Noel Thomas Jr.

No. 5
- Position: Wide receiver

Personal information
- Born: September 18, 1994 (age 31) Norwalk, Connecticut, U.S.
- Listed height: 6 ft 1 in (1.85 m)
- Listed weight: 205 lb (93 kg)

Career information
- High school: St. Luke's School
- College: UConn
- NFL draft: 2017: undrafted

Career history
- Detroit Lions (2017)*; Ottawa Redblacks (2018–2019);
- * Offseason and/or practice squad member only

Awards and highlights
- Second-team All-AAC (2016);

Career CFL statistics
- Receptions: 27
- Receiving yards: 274
- Receiving touchdowns: 1
- Stats at CFL.ca
- Stats at Pro Football Reference

= Noel Thomas Jr. =

American football player (born 1994)

Noel Thomas Jr. (born September 18, 1994) is an American former professional football wide receiver who played for the Ottawa Redblacks of the Canadian Football League (CFL). He played college football at University of Connecticut. He was also a member of the Detroit Lions of the National Football League.

==Early life==
Thomas was named New England Preparatory School Athletic Council Class C All-New England and MSG Varsity's Connecticut Player of the Year as a wide receiver, running back and quarterback his senior year for his father's NEPSAC Class C championship St. Lukes team.

== College career ==
Thomas finished his career at UConn setting the school's single season receptions record with 100 catches for 1,179 yards in 2016. His 8.3 receptions per game was fifth in the nation and third in the AAC. Thomas' 183 career receptions was fourth most in school history. His 2,235 yards was eighth most.

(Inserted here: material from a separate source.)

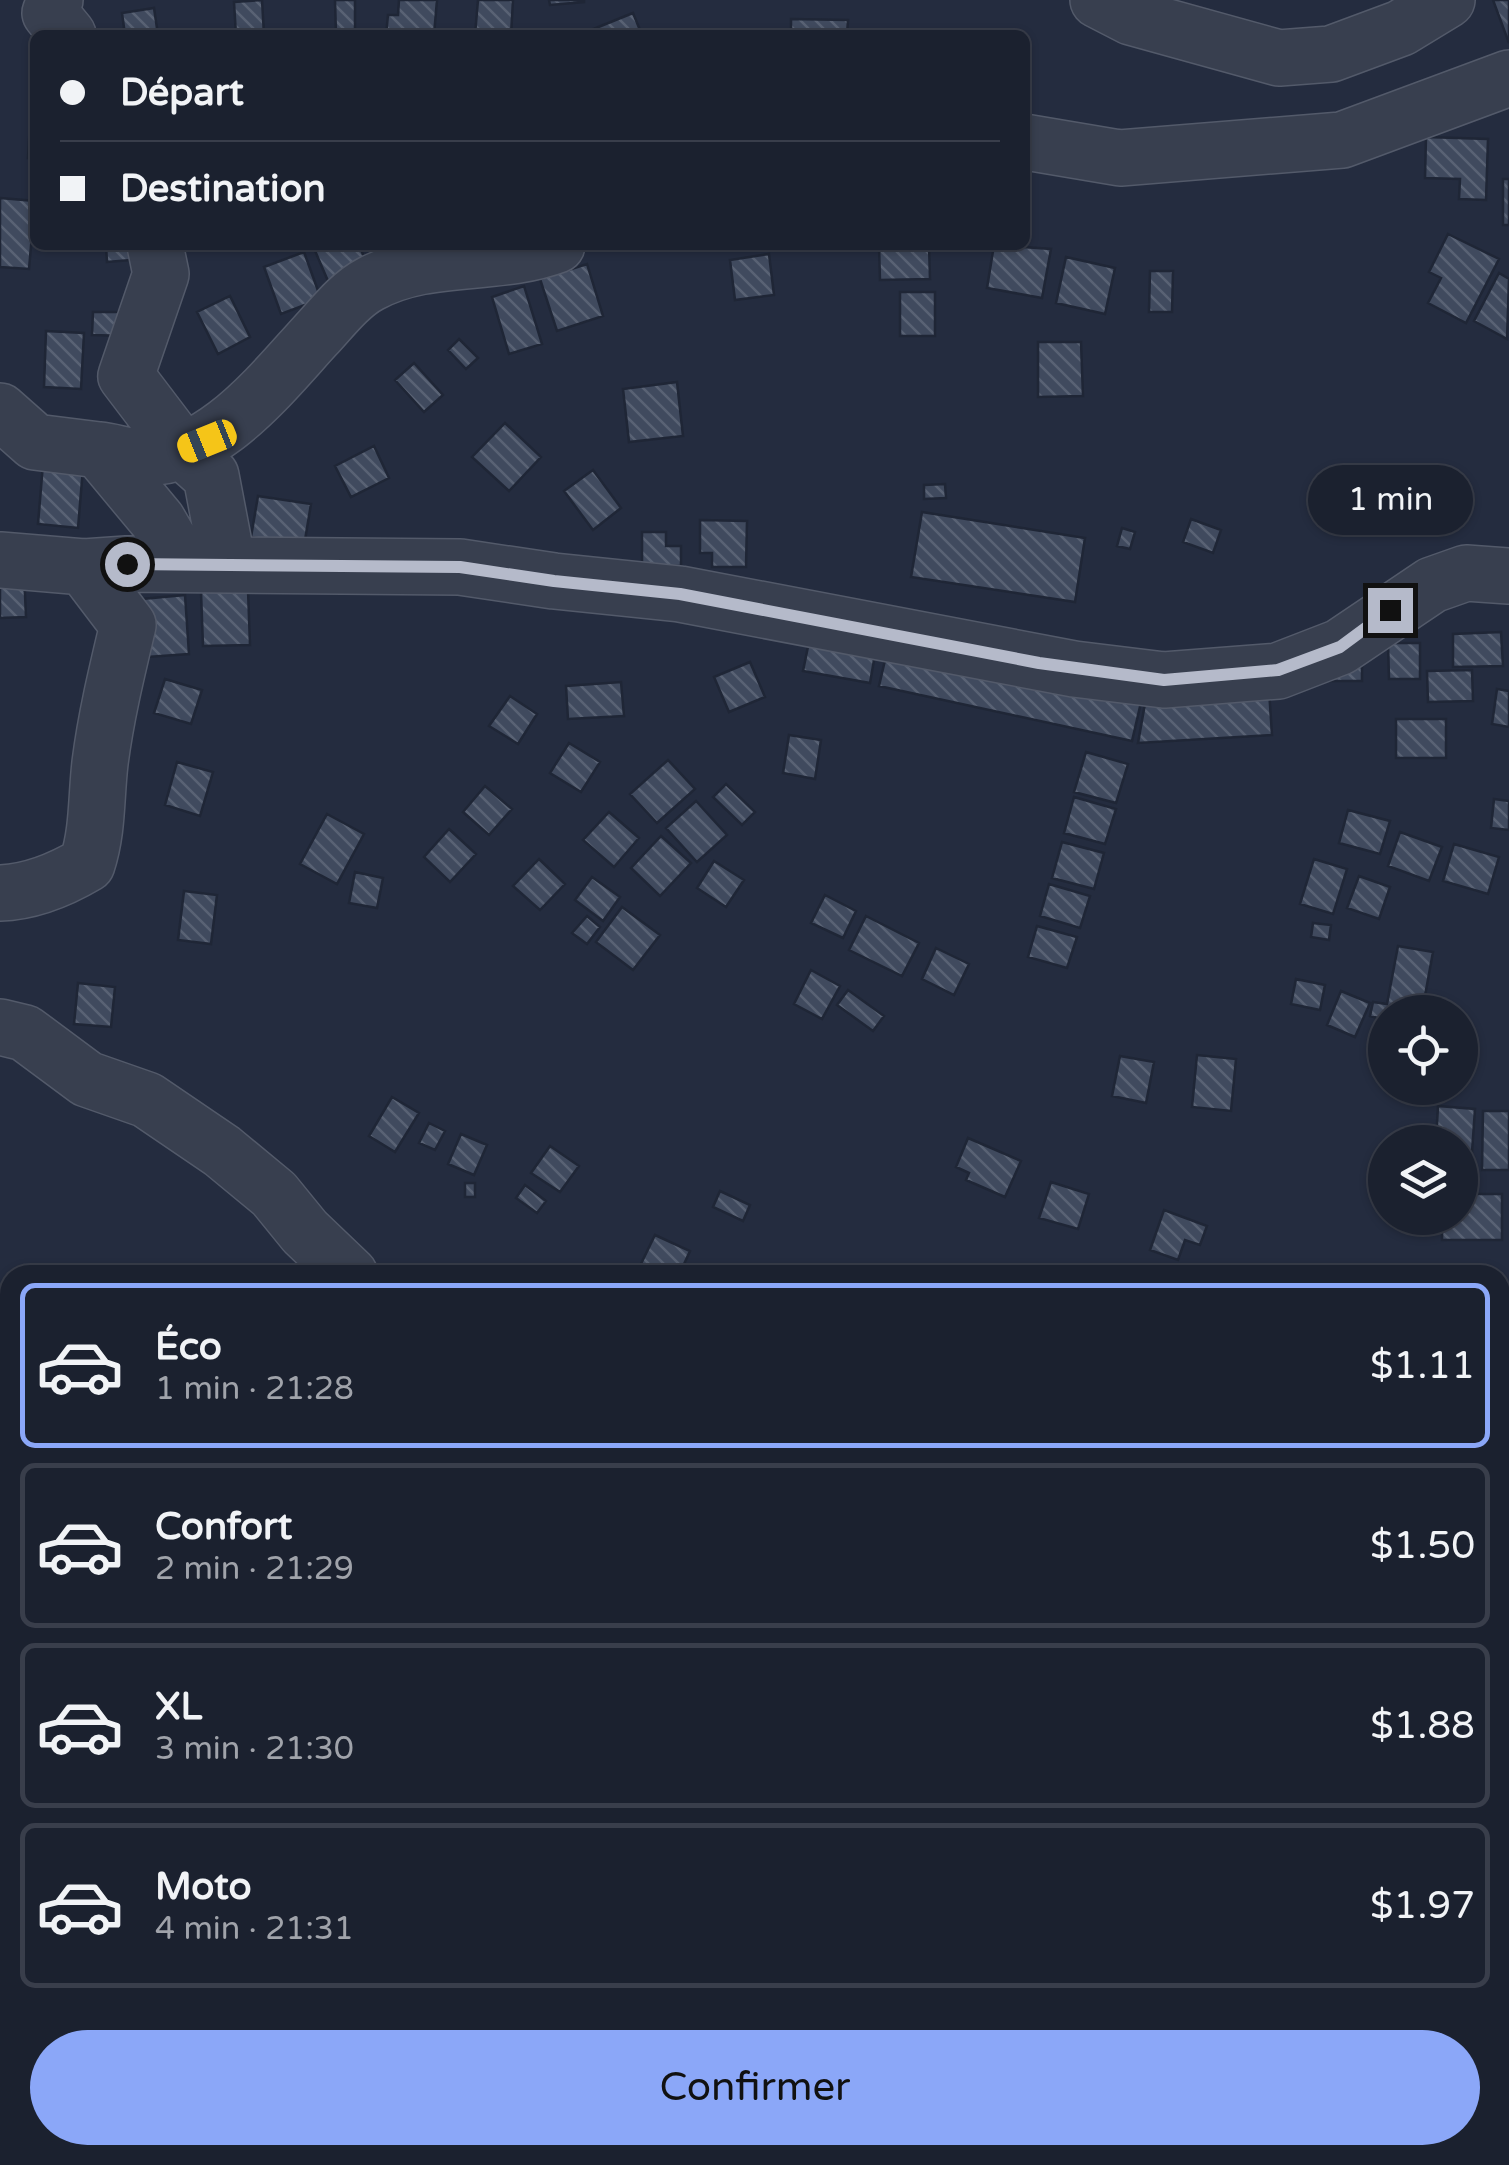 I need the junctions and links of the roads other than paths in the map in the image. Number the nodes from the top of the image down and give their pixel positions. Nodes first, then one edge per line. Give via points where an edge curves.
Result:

Among Thomas' collegiate accolades:
- Walter Camp Football Foundation Connecticut Player of the Year Award (2016)
- 2016 Second-team All-American Athletic Conference (2016)
- All-New England (2015, 2016)
- All-ECAC honors (2016)
- NFLPA Collegiate Bowl participant
- NFL Scouting Combine invitee

==Professional career==

=== Detroit Lions ===
He signed with the Detroit Lions as an undrafted free agent in 2017. Although he did not initially make the 53-man roster for the start of the season he was added to the Lions practice roster on September 6, 2017. He was not re-signed by the club following the 2017 season.

=== Ottawa Redblacks ===
Thomas signed with the Ottawa Redblacks of the Canadian Football League (CFL) for their 2018 season, and played in five games in his first season catching 12 passes for 151 yards with one touchdown. In his second year in the CFL Thomas played four games with the Redblacks, catching 15 passes for 123 yards. He was released by Ottawa in the middle of the season on August 13, 2019.